Reporting from the 10th International Diagnostic Error in Medicine (DEM) conference. Day Two.
How many doctors, researchers, nurses, engineers, human factor specialists, cognitive scientists, professors, nonprofit organizers, government leaders, economists, administrators and laboratory experts does it take to improve diagnostic accuracy and timeliness? A heck of a lot it seems. And while they respectfully (for the most part) debate the best approaches and pathways to doing so, it seems they all agree with one dictum:
Patients Front & Center
It starts with us. If the patient isn't "in the room," it doesn't happen.
Speaker after speaker at the Diagnostic Error in Medicine conference has asserted that patients, which means everyone of you reading this post, need to participate or this revolution will happen without them. Without us. Without you!
Today's first keynote speaker, Donald M. Berwick, MD, runs the Institute for Healthcare Improvement in Cambridge, Mass. Berwick has been present for, involved with, or a catalyst for every major advance in the march for patient safety. He shared a brief history of the movement; and it is brief because the movement is only 26 years old.

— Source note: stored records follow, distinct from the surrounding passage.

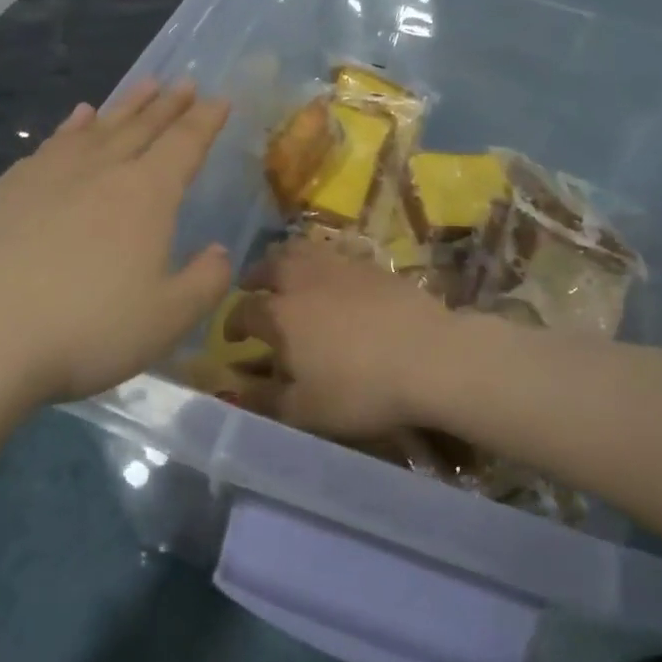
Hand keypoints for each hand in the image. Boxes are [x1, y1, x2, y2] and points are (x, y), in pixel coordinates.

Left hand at [0, 79, 233, 409]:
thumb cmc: (86, 329)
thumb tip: (220, 252)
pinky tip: (77, 120)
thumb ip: (205, 282)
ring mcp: (47, 176)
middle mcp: (100, 171)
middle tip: (184, 82)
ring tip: (142, 86)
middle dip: (168, 105)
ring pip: (97, 128)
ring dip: (125, 106)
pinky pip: (51, 144)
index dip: (206, 120)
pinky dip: (72, 127)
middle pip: (142, 127)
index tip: (219, 98)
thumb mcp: (167, 319)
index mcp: (146, 194)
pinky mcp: (4, 190)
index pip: (185, 144)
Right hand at [228, 241, 461, 437]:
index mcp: (279, 314)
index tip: (233, 337)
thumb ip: (264, 399)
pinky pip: (334, 254)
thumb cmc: (359, 389)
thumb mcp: (304, 411)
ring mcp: (338, 266)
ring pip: (301, 250)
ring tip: (288, 276)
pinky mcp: (370, 264)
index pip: (244, 310)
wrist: (428, 356)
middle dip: (255, 278)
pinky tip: (331, 278)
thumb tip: (236, 390)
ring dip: (285, 261)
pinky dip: (321, 262)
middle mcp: (302, 280)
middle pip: (269, 265)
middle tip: (254, 290)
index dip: (233, 323)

It's hard to believe that just a generation ago few in medicine feared for patients' safety until they learned how many needless deaths were caused by the very institutions created to save their lives. No one had ever measured how many were dying from errors in surgery, medications, diagnosis, and treatment, so no one had thought it necessary to fix the system.
Berwick said, "The four most dangerous words in healthcare are, "It cannot happen here." But it does, and it still will, every day, until all of the players team up to fix it. Berwick's advice to health care organizations of all kinds is to start by listening to the Patient Voice.
That means there have to be patients who are willing to engage and be engaged, to speak up and to listen, to participate, advocate, legislate, and learn. At the very least, it means learning how to manage your own healthcare needs. The Society to Improve Diagnosis in Medicine
has a terrific Patient Resource Center and a Patient Toolkit to help you prepare for doctor visits.
Or join your local hospital or health care system's Patient and Family Advisory Council. As a member, you can help bring perspective to the hospital's plans, quality and delivery of care. Most have one. If yours doesn't, then work with them to start one.
Share what you learn with others in your community. Write letters to your government representatives, your news sources, your Facebook friends. Write to me here or on my Facebook page.
There are a lot of powerful, fantastic patient voices out there but they can't do it alone.
Patients, Get Up There! Front & Center.